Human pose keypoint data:
Content starts
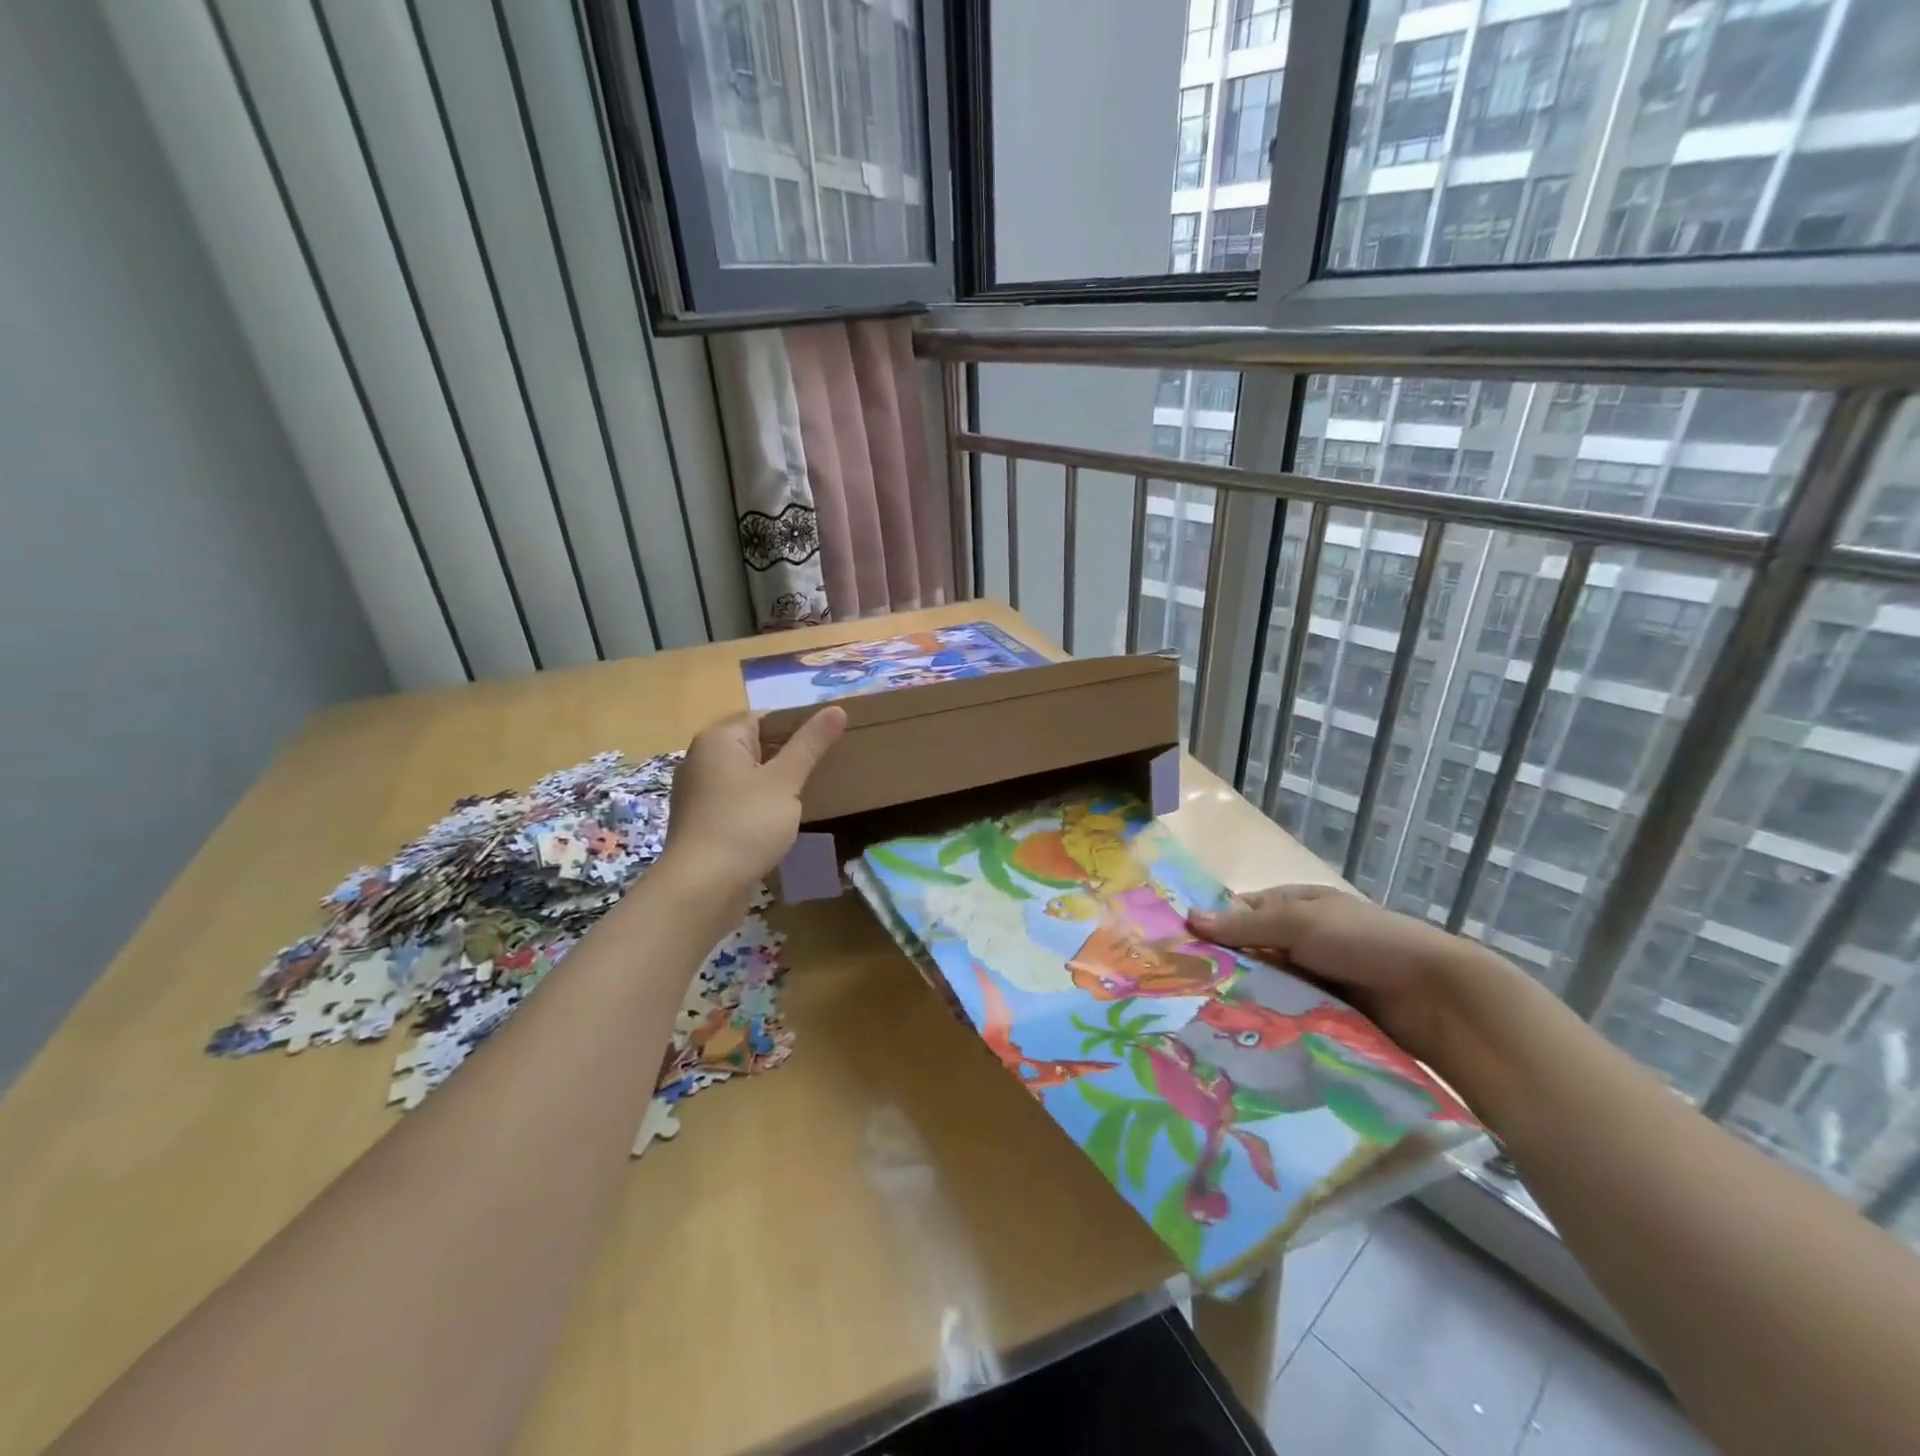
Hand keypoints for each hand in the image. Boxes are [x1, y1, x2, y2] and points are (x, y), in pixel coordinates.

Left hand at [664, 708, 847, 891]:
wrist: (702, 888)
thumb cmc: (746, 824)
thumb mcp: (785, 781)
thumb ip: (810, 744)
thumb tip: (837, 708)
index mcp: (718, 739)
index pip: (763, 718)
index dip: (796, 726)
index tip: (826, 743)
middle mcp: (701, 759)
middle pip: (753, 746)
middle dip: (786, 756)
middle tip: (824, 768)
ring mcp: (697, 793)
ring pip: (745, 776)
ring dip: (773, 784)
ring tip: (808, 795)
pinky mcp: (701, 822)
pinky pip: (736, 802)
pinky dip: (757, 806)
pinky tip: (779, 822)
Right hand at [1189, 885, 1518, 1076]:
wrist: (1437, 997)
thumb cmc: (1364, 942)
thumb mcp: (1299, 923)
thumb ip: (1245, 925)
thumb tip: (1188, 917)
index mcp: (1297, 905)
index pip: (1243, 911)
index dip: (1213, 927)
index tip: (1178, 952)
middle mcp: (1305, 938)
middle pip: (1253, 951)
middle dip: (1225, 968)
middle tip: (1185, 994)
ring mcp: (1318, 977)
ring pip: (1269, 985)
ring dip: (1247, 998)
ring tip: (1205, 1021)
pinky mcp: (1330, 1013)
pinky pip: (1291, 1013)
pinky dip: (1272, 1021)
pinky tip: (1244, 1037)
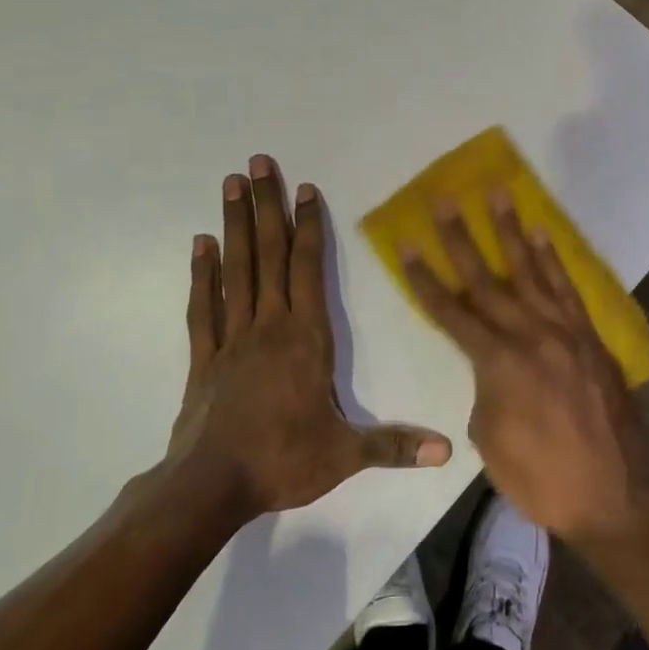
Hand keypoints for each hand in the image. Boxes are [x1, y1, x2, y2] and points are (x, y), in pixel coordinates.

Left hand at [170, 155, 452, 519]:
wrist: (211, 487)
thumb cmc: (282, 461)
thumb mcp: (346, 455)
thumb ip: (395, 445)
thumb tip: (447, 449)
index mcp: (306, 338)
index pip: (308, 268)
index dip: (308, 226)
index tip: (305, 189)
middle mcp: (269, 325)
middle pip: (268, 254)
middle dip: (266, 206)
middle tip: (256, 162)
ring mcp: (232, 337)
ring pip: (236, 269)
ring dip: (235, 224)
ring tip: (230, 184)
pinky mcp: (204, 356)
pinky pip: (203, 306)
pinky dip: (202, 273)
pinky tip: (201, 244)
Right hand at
Content ends
Content starts
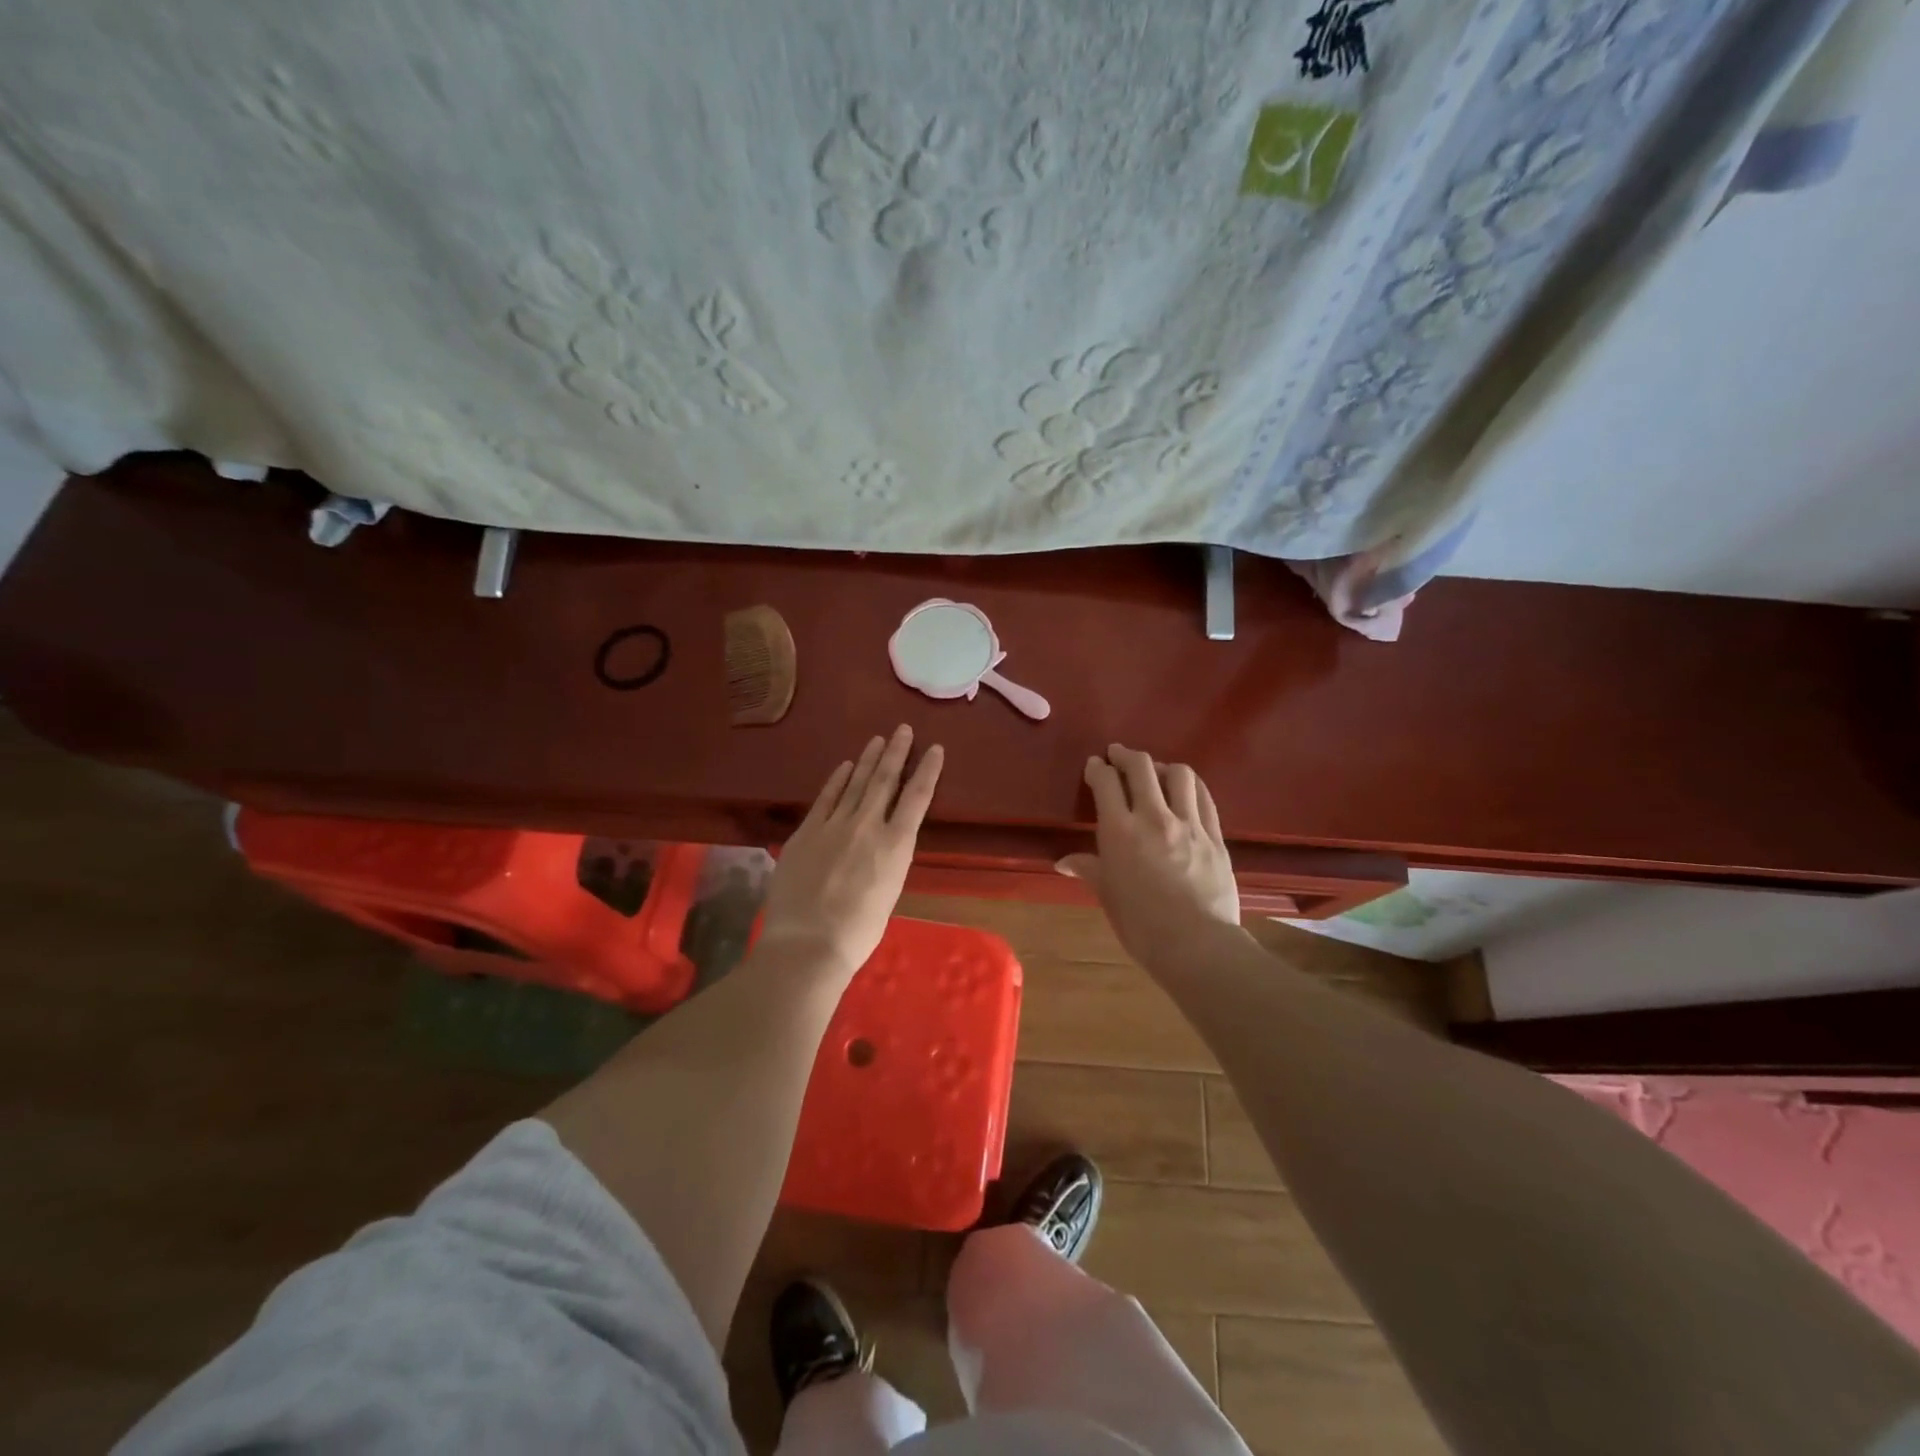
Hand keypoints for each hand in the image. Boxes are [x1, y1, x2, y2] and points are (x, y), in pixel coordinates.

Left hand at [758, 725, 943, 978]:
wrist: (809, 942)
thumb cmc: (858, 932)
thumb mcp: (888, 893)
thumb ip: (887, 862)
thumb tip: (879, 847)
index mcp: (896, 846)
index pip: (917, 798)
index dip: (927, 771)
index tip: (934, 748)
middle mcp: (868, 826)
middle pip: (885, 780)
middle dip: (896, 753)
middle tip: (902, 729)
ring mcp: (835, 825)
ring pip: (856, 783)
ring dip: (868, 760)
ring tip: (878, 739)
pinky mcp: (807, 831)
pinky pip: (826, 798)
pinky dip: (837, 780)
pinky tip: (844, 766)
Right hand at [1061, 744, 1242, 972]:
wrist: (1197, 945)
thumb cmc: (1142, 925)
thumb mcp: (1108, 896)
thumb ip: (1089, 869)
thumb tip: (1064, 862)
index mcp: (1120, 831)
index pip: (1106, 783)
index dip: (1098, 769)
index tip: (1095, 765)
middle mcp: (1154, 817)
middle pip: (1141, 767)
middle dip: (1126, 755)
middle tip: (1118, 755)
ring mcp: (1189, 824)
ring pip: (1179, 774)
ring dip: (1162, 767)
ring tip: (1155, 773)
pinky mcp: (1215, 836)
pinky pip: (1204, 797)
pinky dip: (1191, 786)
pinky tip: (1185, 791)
Content ends
### Task requirements
After locating the line with "wrist: (809, 942)" above, return that line and every later line through the one with "pinky tip: (1185, 791)", word for word and with nothing else.

### Completed task
wrist: (809, 942)
thumb cmc: (858, 932)
thumb mcp: (888, 893)
thumb ip: (887, 862)
thumb tip: (879, 847)
index mcp: (896, 846)
index pip: (917, 798)
index dip: (927, 771)
index tip: (934, 748)
middle mcp: (868, 826)
middle pip: (885, 780)
middle dip: (896, 753)
middle tip: (902, 729)
ring mcp: (835, 825)
ring pip: (856, 783)
ring dip: (868, 760)
ring tip: (878, 739)
pinky mcp: (807, 831)
pinky pip: (826, 798)
pinky dip: (837, 780)
pinky tip: (844, 766)
Right hand at [1061, 744, 1242, 972]:
wrist: (1197, 945)
thumb cmc: (1142, 925)
thumb mcp: (1108, 896)
thumb ip: (1089, 869)
thumb tip: (1064, 862)
index mcp: (1120, 831)
index pip: (1106, 783)
index dip: (1098, 769)
index tip: (1095, 765)
middle mcp: (1154, 817)
middle pip: (1141, 767)
middle dip: (1126, 755)
middle tip: (1118, 755)
ring mcp: (1189, 824)
ring pip: (1179, 774)
ring dip: (1162, 767)
ring tip: (1155, 773)
pinky mcp: (1215, 836)
pinky pip: (1204, 797)
pinky dip: (1191, 786)
pinky tip: (1185, 791)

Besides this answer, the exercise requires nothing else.